Estendeu o fogo até formar um grande círculo. Dentro desse círculo
ele se agachou, o seu equipamento de dormir embaixo do corpo para
protegê-lo da neve derretida. Quando desapareceu dentro de seu
abrigo de chamas, todo o bando veio curioso para a beira do fogo
procurando ver o que tinha lhe acontecido. Até então fora-lhes
negado o acesso ao fogo, e eles agora se acomodavam num círculo mais
próximo, como tantos cachorros, piscando, bocejando e espichando os
corpos magros no calor a que não estavam acostumados. Então a loba
se sentou, apontou o focinho para uma estrela e começou a uivar. Um
a um, os lobos a imitaram, até que todo o bando, apoiado nos
quadris, com os focinhos apontados para o céu, emitiu o seu uivo de
fome.
Veio
a aurora com a luz do dia. O fogo estava fraco. O combustível
acabara, e havia necessidade de pegar mais lenha. O homem tentou sair
do seu círculo de chamas, mas os lobos saltaram ao seu encontro.
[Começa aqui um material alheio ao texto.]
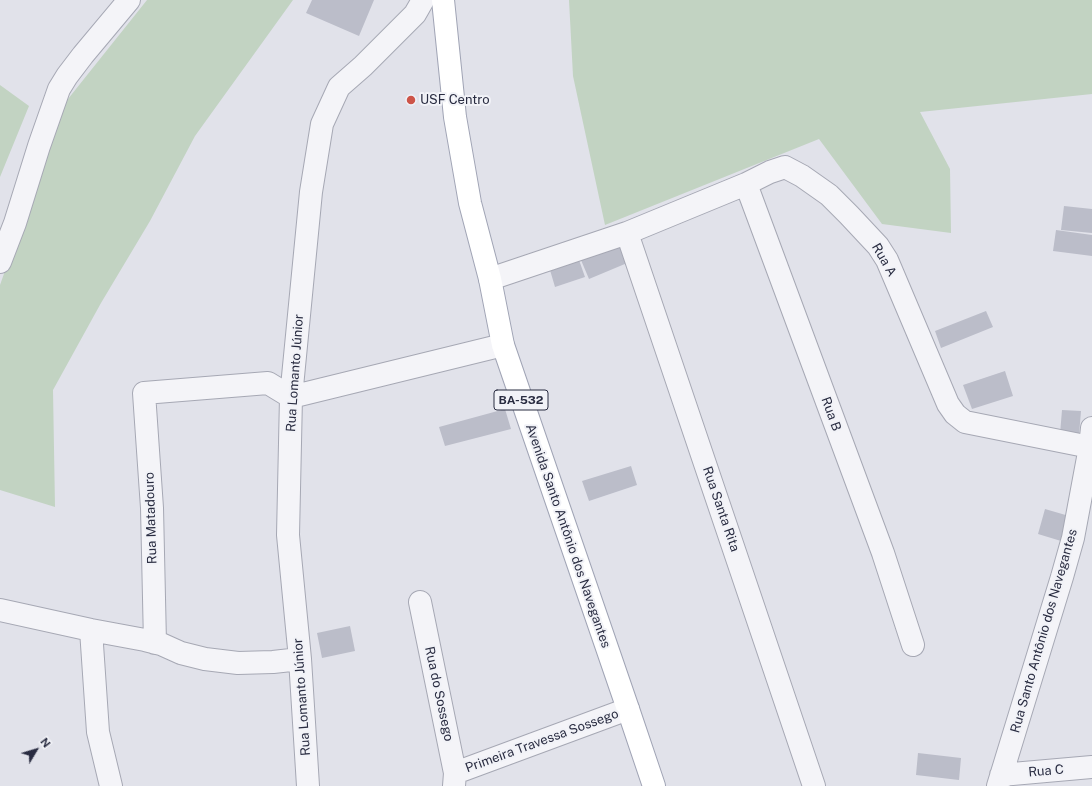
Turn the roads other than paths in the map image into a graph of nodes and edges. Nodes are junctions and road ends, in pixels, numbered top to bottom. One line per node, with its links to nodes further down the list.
1 (128, 0): 6 (street)
2 (424, 0): 9 (street, Rua Lomanto Júnior)
3 (443, 0): 7 (main road, Avenida Santo Antônio dos Navegantes / BA-532)
4 (746, 184): 5 (street, Rua A); 10 (street, Rua A); 15 (street, Rua B)
5 (627, 233): 7 (street, Rua A); 24 (street, Rua Santa Rita)
6 (0, 262)
7 (490, 279): 8 (main road, Avenida Santo Antônio dos Navegantes / BA-532)
8 (503, 345): 9 (street); 17 (main road, Avenida Santo Antônio dos Navegantes / BA-532)
9 (291, 397): 14 (street, Rua Matadouro); 16 (street, Rua Lomanto Júnior)
10 (1091, 438): 20 (street, Rua Santo Antônio dos Navegantes)
11 (420, 602): 19 (street, Rua do Sossego)
12 (0, 610): 13 (street)
13 (91, 630): 14 (street); 21 (street)
14 (155, 642): 16 (street)
15 (914, 645)
16 (300, 659): 22 (street, Rua Lomanto Júnior)
17 (628, 709): 19 (street, Primeira Travessa Sossego); 23 (main road, Avenida Santo Antônio dos Navegantes / BA-532)
18 (1092, 767): 20 (street, Rua C)
19 (455, 780)
20 (999, 781)
21 (111, 786)
22 (308, 786)
23 (654, 786)
24 (814, 786)

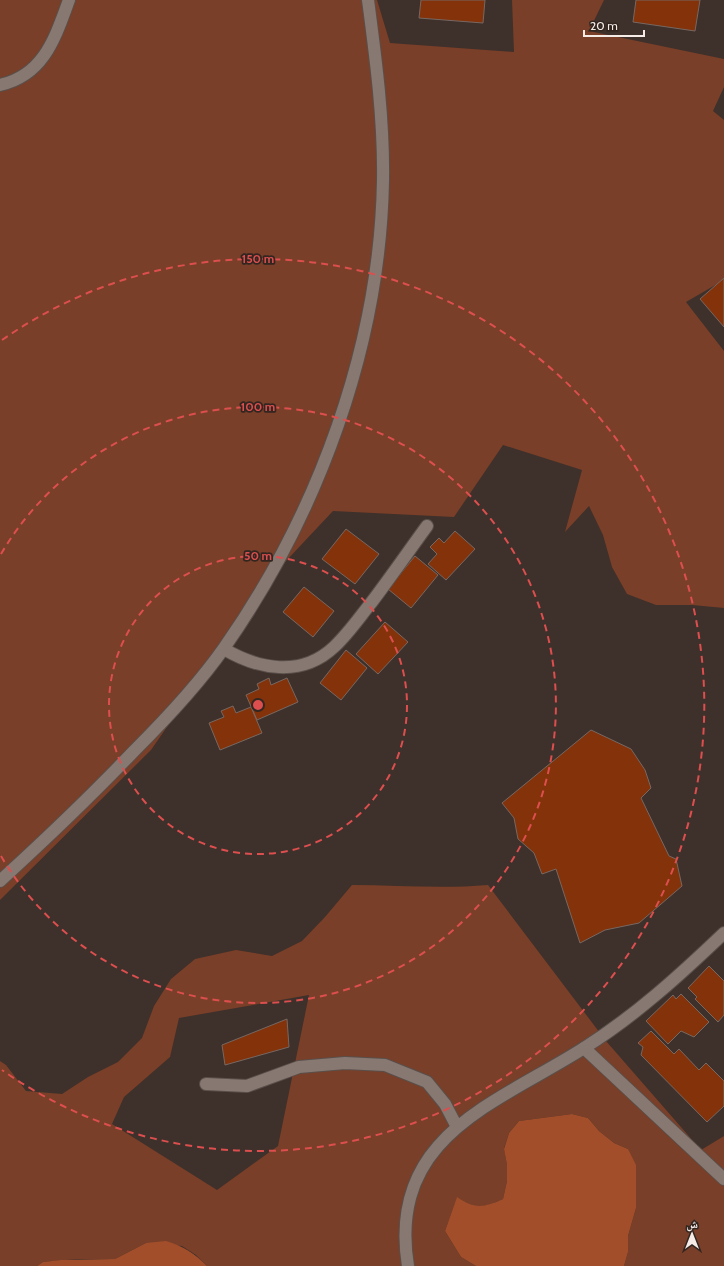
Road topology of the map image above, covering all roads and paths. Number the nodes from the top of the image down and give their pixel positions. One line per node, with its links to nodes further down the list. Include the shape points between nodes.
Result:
1 (69, 0): 3 (street, via 55,38 43,59 27,74)
2 (368, 0): 5 (street, via 379,95 383,180 377,263 363,337 349,392 311,494 289,541)
3 (0, 85)
4 (427, 526): 5 (street, via 352,627 333,648 318,659 299,665 263,666)
5 (224, 649): 6 (street, via 173,711 100,787)
6 (0, 881)
7 (724, 933): 8 (street, via 656,995)
8 (584, 1048): 10 (street, via 492,1101); 11 (street)
9 (206, 1084): 10 (street, via 247,1086 299,1067 345,1063 385,1065 428,1082 445,1104)
10 (457, 1127): 12 (street, via 426,1161 412,1190 405,1221)
11 (724, 1178)
12 (408, 1266)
Tições flamejantes os forçaram a pular para o lado, mas eles já
não pulavam para trás. Em vão lutou para forçá-los a recuar.
Quando desistiu e voltou tropeçando para dentro do seu círculo, um
lobo saltou sobre ele, errou o pulo e aterrissou com todas as quatro
patas nos carvões. Gritou de terror, rosnando ao mesmo tempo, e
afastou-se com dificuldade para resfriar as patas na neve.
O
homem agachou-se sobre os cobertores. O corpo inclinado para a frente
a partir dos quadris. Os ombros, relaxa dos e curvados, e a cabeça
sobre os joelhos anunciavam que desistira da luta. De vez em quando
levantava a cabeça para observar o fogo apagando-se. O círculo de
flamas e carvões em brasa estava se dividindo em segmentos com
aberturas no meio. Essas aberturas aumentavam de tamanho, os
segmentos de fogo diminuíam.
– Acho
que vocês podem vir me pegar a qualquer hora – resmungou. – De
qualquer modo, eu vou dormir.
Em
certo momento acordou, e numa abertura no círculo, bem à sua
frente, viu a loba fitando-o.
Mais
uma vez acordou, um pouco mais tarde, embora lhe parecessem horas.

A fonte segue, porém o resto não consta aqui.